==== Provided material

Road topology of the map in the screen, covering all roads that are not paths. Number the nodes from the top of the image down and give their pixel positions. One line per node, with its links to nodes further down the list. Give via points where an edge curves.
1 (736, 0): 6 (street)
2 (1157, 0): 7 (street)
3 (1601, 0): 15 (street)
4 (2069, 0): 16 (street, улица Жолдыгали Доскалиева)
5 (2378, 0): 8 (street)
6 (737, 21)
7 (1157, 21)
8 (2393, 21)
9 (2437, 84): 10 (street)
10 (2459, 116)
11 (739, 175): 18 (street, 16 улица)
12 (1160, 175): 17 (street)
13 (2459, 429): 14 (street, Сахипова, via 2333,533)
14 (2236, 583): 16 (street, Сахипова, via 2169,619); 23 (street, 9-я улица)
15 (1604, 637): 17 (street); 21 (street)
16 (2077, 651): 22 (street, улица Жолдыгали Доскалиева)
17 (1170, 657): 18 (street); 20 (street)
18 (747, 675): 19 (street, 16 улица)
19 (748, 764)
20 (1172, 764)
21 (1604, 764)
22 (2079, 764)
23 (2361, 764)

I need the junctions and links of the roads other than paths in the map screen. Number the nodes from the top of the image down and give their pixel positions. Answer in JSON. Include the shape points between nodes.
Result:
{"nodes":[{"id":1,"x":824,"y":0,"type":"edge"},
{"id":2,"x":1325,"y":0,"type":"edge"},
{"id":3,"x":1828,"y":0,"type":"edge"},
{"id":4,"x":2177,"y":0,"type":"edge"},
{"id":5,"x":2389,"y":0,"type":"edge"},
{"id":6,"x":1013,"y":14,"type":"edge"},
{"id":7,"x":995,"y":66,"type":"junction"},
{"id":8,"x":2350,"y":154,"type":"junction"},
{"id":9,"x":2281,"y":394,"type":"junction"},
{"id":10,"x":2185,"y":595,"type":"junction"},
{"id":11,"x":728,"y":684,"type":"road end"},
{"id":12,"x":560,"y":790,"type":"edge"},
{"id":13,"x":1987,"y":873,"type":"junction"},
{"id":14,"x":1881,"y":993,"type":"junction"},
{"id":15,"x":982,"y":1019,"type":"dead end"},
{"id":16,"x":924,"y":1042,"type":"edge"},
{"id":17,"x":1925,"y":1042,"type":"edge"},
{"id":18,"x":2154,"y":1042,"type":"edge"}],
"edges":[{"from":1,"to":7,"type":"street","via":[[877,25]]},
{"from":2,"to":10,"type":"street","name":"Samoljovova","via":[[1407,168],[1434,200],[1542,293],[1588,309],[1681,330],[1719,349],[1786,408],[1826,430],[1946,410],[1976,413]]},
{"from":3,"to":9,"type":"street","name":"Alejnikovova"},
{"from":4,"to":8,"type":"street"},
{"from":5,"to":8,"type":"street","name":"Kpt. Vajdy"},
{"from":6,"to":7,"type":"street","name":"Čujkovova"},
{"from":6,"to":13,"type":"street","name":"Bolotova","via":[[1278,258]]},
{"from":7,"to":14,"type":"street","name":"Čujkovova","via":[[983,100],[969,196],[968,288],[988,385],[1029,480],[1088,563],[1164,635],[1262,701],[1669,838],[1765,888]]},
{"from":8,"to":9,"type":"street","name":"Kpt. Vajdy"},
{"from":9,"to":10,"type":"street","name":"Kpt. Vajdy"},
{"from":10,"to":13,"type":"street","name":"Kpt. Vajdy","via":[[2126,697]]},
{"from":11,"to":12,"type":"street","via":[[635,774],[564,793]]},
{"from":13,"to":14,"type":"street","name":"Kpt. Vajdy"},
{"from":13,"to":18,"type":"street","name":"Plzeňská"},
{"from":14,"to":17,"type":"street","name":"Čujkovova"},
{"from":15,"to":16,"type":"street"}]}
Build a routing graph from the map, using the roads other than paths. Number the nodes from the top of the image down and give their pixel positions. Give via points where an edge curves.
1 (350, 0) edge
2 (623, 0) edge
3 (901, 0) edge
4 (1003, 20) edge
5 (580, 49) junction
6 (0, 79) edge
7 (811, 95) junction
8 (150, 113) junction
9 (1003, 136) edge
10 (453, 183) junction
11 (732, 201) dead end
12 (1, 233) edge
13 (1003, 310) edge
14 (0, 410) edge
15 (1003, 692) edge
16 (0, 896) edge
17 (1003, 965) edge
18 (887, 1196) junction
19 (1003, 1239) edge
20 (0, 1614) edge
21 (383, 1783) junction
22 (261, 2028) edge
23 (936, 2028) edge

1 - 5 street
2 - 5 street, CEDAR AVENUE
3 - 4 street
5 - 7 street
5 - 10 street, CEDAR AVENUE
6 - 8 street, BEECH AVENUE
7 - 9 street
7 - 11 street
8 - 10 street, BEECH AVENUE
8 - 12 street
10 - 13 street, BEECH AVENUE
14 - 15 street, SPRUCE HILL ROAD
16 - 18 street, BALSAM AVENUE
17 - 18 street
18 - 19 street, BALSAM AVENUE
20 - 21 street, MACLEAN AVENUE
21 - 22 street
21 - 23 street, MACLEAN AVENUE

========

**Task description:** Each line of the records above should be copied exactly.

**Result:**
Road topology of the map in the screen, covering all roads that are not paths. Number the nodes from the top of the image down and give their pixel positions. One line per node, with its links to nodes further down the list. Give via points where an edge curves.
1 (736, 0): 6 (street)
2 (1157, 0): 7 (street)
3 (1601, 0): 15 (street)
4 (2069, 0): 16 (street, улица Жолдыгали Доскалиева)
5 (2378, 0): 8 (street)
6 (737, 21)
7 (1157, 21)
8 (2393, 21)
9 (2437, 84): 10 (street)
10 (2459, 116)
11 (739, 175): 18 (street, 16 улица)
12 (1160, 175): 17 (street)
13 (2459, 429): 14 (street, Сахипова, via 2333,533)
14 (2236, 583): 16 (street, Сахипова, via 2169,619); 23 (street, 9-я улица)
15 (1604, 637): 17 (street); 21 (street)
16 (2077, 651): 22 (street, улица Жолдыгали Доскалиева)
17 (1170, 657): 18 (street); 20 (street)
18 (747, 675): 19 (street, 16 улица)
19 (748, 764)
20 (1172, 764)
21 (1604, 764)
22 (2079, 764)
23 (2361, 764)

I need the junctions and links of the roads other than paths in the map screen. Number the nodes from the top of the image down and give their pixel positions. Answer in JSON. Include the shape points between nodes.
Result:
{"nodes":[{"id":1,"x":824,"y":0,"type":"edge"},
{"id":2,"x":1325,"y":0,"type":"edge"},
{"id":3,"x":1828,"y":0,"type":"edge"},
{"id":4,"x":2177,"y":0,"type":"edge"},
{"id":5,"x":2389,"y":0,"type":"edge"},
{"id":6,"x":1013,"y":14,"type":"edge"},
{"id":7,"x":995,"y":66,"type":"junction"},
{"id":8,"x":2350,"y":154,"type":"junction"},
{"id":9,"x":2281,"y":394,"type":"junction"},
{"id":10,"x":2185,"y":595,"type":"junction"},
{"id":11,"x":728,"y":684,"type":"road end"},
{"id":12,"x":560,"y":790,"type":"edge"},
{"id":13,"x":1987,"y":873,"type":"junction"},
{"id":14,"x":1881,"y":993,"type":"junction"},
{"id":15,"x":982,"y":1019,"type":"dead end"},
{"id":16,"x":924,"y":1042,"type":"edge"},
{"id":17,"x":1925,"y":1042,"type":"edge"},
{"id":18,"x":2154,"y":1042,"type":"edge"}],
"edges":[{"from":1,"to":7,"type":"street","via":[[877,25]]},
{"from":2,"to":10,"type":"street","name":"Samoljovova","via":[[1407,168],[1434,200],[1542,293],[1588,309],[1681,330],[1719,349],[1786,408],[1826,430],[1946,410],[1976,413]]},
{"from":3,"to":9,"type":"street","name":"Alejnikovova"},
{"from":4,"to":8,"type":"street"},
{"from":5,"to":8,"type":"street","name":"Kpt. Vajdy"},
{"from":6,"to":7,"type":"street","name":"Čujkovova"},
{"from":6,"to":13,"type":"street","name":"Bolotova","via":[[1278,258]]},
{"from":7,"to":14,"type":"street","name":"Čujkovova","via":[[983,100],[969,196],[968,288],[988,385],[1029,480],[1088,563],[1164,635],[1262,701],[1669,838],[1765,888]]},
{"from":8,"to":9,"type":"street","name":"Kpt. Vajdy"},
{"from":9,"to":10,"type":"street","name":"Kpt. Vajdy"},
{"from":10,"to":13,"type":"street","name":"Kpt. Vajdy","via":[[2126,697]]},
{"from":11,"to":12,"type":"street","via":[[635,774],[564,793]]},
{"from":13,"to":14,"type":"street","name":"Kpt. Vajdy"},
{"from":13,"to":18,"type":"street","name":"Plzeňská"},
{"from":14,"to":17,"type":"street","name":"Čujkovova"},
{"from":15,"to":16,"type":"street"}]}
Build a routing graph from the map, using the roads other than paths. Number the nodes from the top of the image down and give their pixel positions. Give via points where an edge curves.
1 (350, 0) edge
2 (623, 0) edge
3 (901, 0) edge
4 (1003, 20) edge
5 (580, 49) junction
6 (0, 79) edge
7 (811, 95) junction
8 (150, 113) junction
9 (1003, 136) edge
10 (453, 183) junction
11 (732, 201) dead end
12 (1, 233) edge
13 (1003, 310) edge
14 (0, 410) edge
15 (1003, 692) edge
16 (0, 896) edge
17 (1003, 965) edge
18 (887, 1196) junction
19 (1003, 1239) edge
20 (0, 1614) edge
21 (383, 1783) junction
22 (261, 2028) edge
23 (936, 2028) edge

1 - 5 street
2 - 5 street, CEDAR AVENUE
3 - 4 street
5 - 7 street
5 - 10 street, CEDAR AVENUE
6 - 8 street, BEECH AVENUE
7 - 9 street
7 - 11 street
8 - 10 street, BEECH AVENUE
8 - 12 street
10 - 13 street, BEECH AVENUE
14 - 15 street, SPRUCE HILL ROAD
16 - 18 street, BALSAM AVENUE
17 - 18 street
18 - 19 street, BALSAM AVENUE
20 - 21 street, MACLEAN AVENUE
21 - 22 street
21 - 23 street, MACLEAN AVENUE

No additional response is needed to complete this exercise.